[Stored data]
-- Opening Marker --

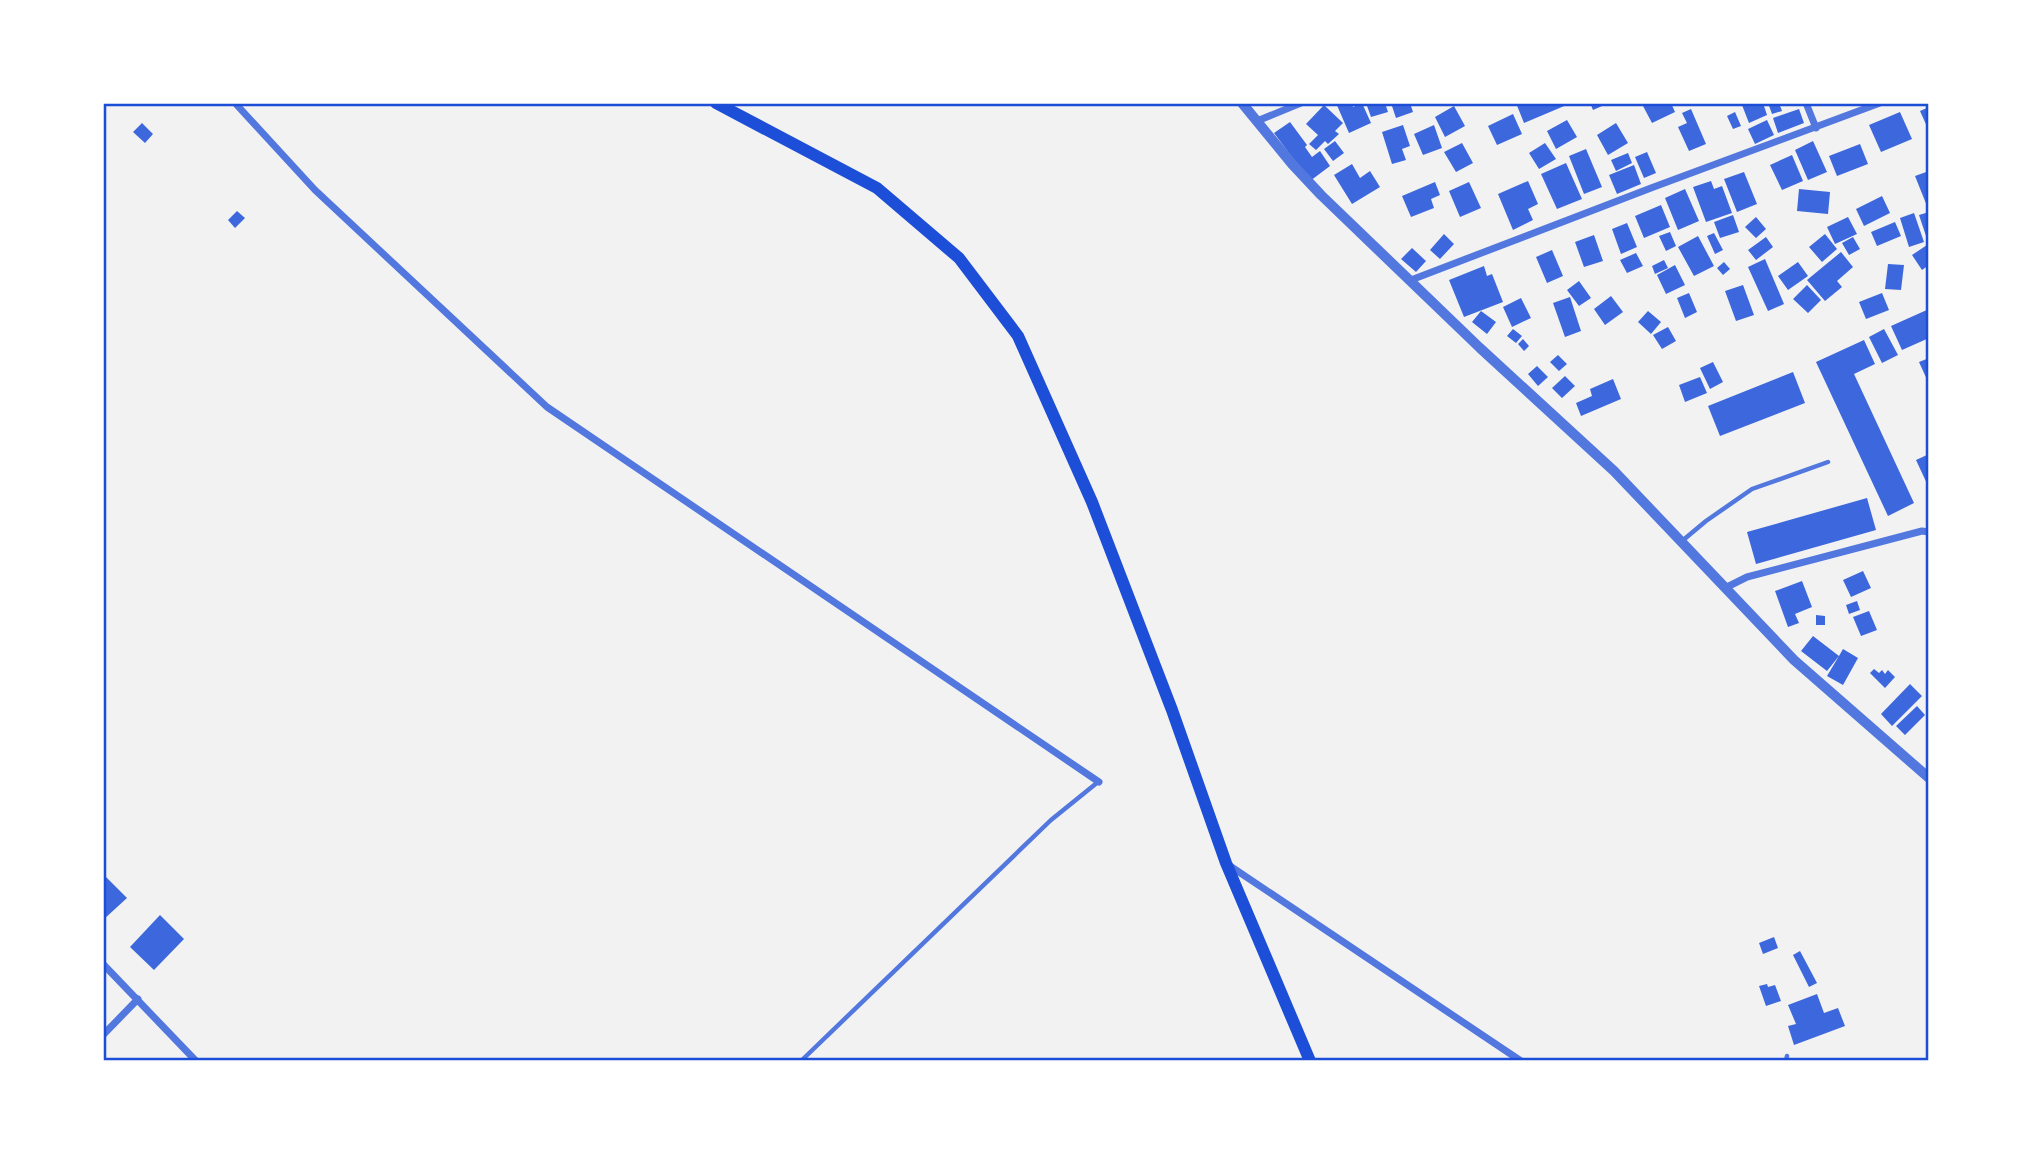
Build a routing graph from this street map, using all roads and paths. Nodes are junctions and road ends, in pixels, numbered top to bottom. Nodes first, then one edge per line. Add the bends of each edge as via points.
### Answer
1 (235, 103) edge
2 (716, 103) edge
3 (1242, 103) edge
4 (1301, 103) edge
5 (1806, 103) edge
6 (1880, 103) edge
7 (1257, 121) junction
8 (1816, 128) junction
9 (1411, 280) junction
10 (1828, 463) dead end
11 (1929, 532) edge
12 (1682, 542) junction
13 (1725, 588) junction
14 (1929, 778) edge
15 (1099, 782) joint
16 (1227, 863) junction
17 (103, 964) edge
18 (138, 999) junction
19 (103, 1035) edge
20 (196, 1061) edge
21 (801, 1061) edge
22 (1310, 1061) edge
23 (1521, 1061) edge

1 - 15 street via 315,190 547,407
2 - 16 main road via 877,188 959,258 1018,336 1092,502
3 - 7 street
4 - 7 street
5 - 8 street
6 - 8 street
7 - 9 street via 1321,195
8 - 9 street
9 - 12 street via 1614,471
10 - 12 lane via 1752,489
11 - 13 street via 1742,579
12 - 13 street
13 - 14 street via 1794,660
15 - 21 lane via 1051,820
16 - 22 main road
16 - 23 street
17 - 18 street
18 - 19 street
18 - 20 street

-- Closing Marker --

## TASK
Each entry must be reproduced word for word, and any image among them left out.

## RESPONSE TO THE EXERCISE
Build a routing graph from this street map, using all roads and paths. Nodes are junctions and road ends, in pixels, numbered top to bottom. Nodes first, then one edge per line. Add the bends of each edge as via points.
### Answer
1 (235, 103) edge
2 (716, 103) edge
3 (1242, 103) edge
4 (1301, 103) edge
5 (1806, 103) edge
6 (1880, 103) edge
7 (1257, 121) junction
8 (1816, 128) junction
9 (1411, 280) junction
10 (1828, 463) dead end
11 (1929, 532) edge
12 (1682, 542) junction
13 (1725, 588) junction
14 (1929, 778) edge
15 (1099, 782) joint
16 (1227, 863) junction
17 (103, 964) edge
18 (138, 999) junction
19 (103, 1035) edge
20 (196, 1061) edge
21 (801, 1061) edge
22 (1310, 1061) edge
23 (1521, 1061) edge

1 - 15 street via 315,190 547,407
2 - 16 main road via 877,188 959,258 1018,336 1092,502
3 - 7 street
4 - 7 street
5 - 8 street
6 - 8 street
7 - 9 street via 1321,195
8 - 9 street
9 - 12 street via 1614,471
10 - 12 lane via 1752,489
11 - 13 street via 1742,579
12 - 13 street
13 - 14 street via 1794,660
15 - 21 lane via 1051,820
16 - 22 main road
16 - 23 street
17 - 18 street
18 - 19 street
18 - 20 street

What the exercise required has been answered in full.